WHAT IS REQUIRED =
Please restate the data word for word, in full.

─── RECORDS FOR THIS TASK

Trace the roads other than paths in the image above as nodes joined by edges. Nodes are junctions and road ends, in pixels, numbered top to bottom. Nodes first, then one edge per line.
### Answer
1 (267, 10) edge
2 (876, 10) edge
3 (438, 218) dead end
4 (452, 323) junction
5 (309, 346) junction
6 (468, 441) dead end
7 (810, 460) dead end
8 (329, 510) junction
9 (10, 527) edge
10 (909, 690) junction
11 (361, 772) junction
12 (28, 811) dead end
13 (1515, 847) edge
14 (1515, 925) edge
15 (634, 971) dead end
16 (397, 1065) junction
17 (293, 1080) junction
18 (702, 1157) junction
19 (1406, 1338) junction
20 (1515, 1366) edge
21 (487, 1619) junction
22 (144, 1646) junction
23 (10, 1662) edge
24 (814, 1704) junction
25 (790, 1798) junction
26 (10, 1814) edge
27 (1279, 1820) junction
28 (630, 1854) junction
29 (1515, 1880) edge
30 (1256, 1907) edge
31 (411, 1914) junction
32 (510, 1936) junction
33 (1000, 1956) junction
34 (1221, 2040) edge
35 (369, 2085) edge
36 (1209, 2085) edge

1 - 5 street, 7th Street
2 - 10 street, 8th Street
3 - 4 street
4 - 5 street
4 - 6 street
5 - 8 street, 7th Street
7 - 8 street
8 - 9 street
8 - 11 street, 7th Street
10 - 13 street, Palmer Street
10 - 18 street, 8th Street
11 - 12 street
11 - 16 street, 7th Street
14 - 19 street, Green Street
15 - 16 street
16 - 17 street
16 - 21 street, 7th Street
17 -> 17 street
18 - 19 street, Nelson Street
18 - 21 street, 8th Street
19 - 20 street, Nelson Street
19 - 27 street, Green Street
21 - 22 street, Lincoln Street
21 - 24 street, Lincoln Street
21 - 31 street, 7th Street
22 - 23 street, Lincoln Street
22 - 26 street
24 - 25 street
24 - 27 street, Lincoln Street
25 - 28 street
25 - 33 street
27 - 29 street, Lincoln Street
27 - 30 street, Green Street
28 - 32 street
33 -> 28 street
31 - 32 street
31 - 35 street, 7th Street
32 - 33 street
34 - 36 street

──────

RESPONSE =
Trace the roads other than paths in the image above as nodes joined by edges. Nodes are junctions and road ends, in pixels, numbered top to bottom. Nodes first, then one edge per line.
### Answer
1 (267, 10) edge
2 (876, 10) edge
3 (438, 218) dead end
4 (452, 323) junction
5 (309, 346) junction
6 (468, 441) dead end
7 (810, 460) dead end
8 (329, 510) junction
9 (10, 527) edge
10 (909, 690) junction
11 (361, 772) junction
12 (28, 811) dead end
13 (1515, 847) edge
14 (1515, 925) edge
15 (634, 971) dead end
16 (397, 1065) junction
17 (293, 1080) junction
18 (702, 1157) junction
19 (1406, 1338) junction
20 (1515, 1366) edge
21 (487, 1619) junction
22 (144, 1646) junction
23 (10, 1662) edge
24 (814, 1704) junction
25 (790, 1798) junction
26 (10, 1814) edge
27 (1279, 1820) junction
28 (630, 1854) junction
29 (1515, 1880) edge
30 (1256, 1907) edge
31 (411, 1914) junction
32 (510, 1936) junction
33 (1000, 1956) junction
34 (1221, 2040) edge
35 (369, 2085) edge
36 (1209, 2085) edge

1 - 5 street, 7th Street
2 - 10 street, 8th Street
3 - 4 street
4 - 5 street
4 - 6 street
5 - 8 street, 7th Street
7 - 8 street
8 - 9 street
8 - 11 street, 7th Street
10 - 13 street, Palmer Street
10 - 18 street, 8th Street
11 - 12 street
11 - 16 street, 7th Street
14 - 19 street, Green Street
15 - 16 street
16 - 17 street
16 - 21 street, 7th Street
17 -> 17 street
18 - 19 street, Nelson Street
18 - 21 street, 8th Street
19 - 20 street, Nelson Street
19 - 27 street, Green Street
21 - 22 street, Lincoln Street
21 - 24 street, Lincoln Street
21 - 31 street, 7th Street
22 - 23 street, Lincoln Street
22 - 26 street
24 - 25 street
24 - 27 street, Lincoln Street
25 - 28 street
25 - 33 street
27 - 29 street, Lincoln Street
27 - 30 street, Green Street
28 - 32 street
33 -> 28 street
31 - 32 street
31 - 35 street, 7th Street
32 - 33 street
34 - 36 street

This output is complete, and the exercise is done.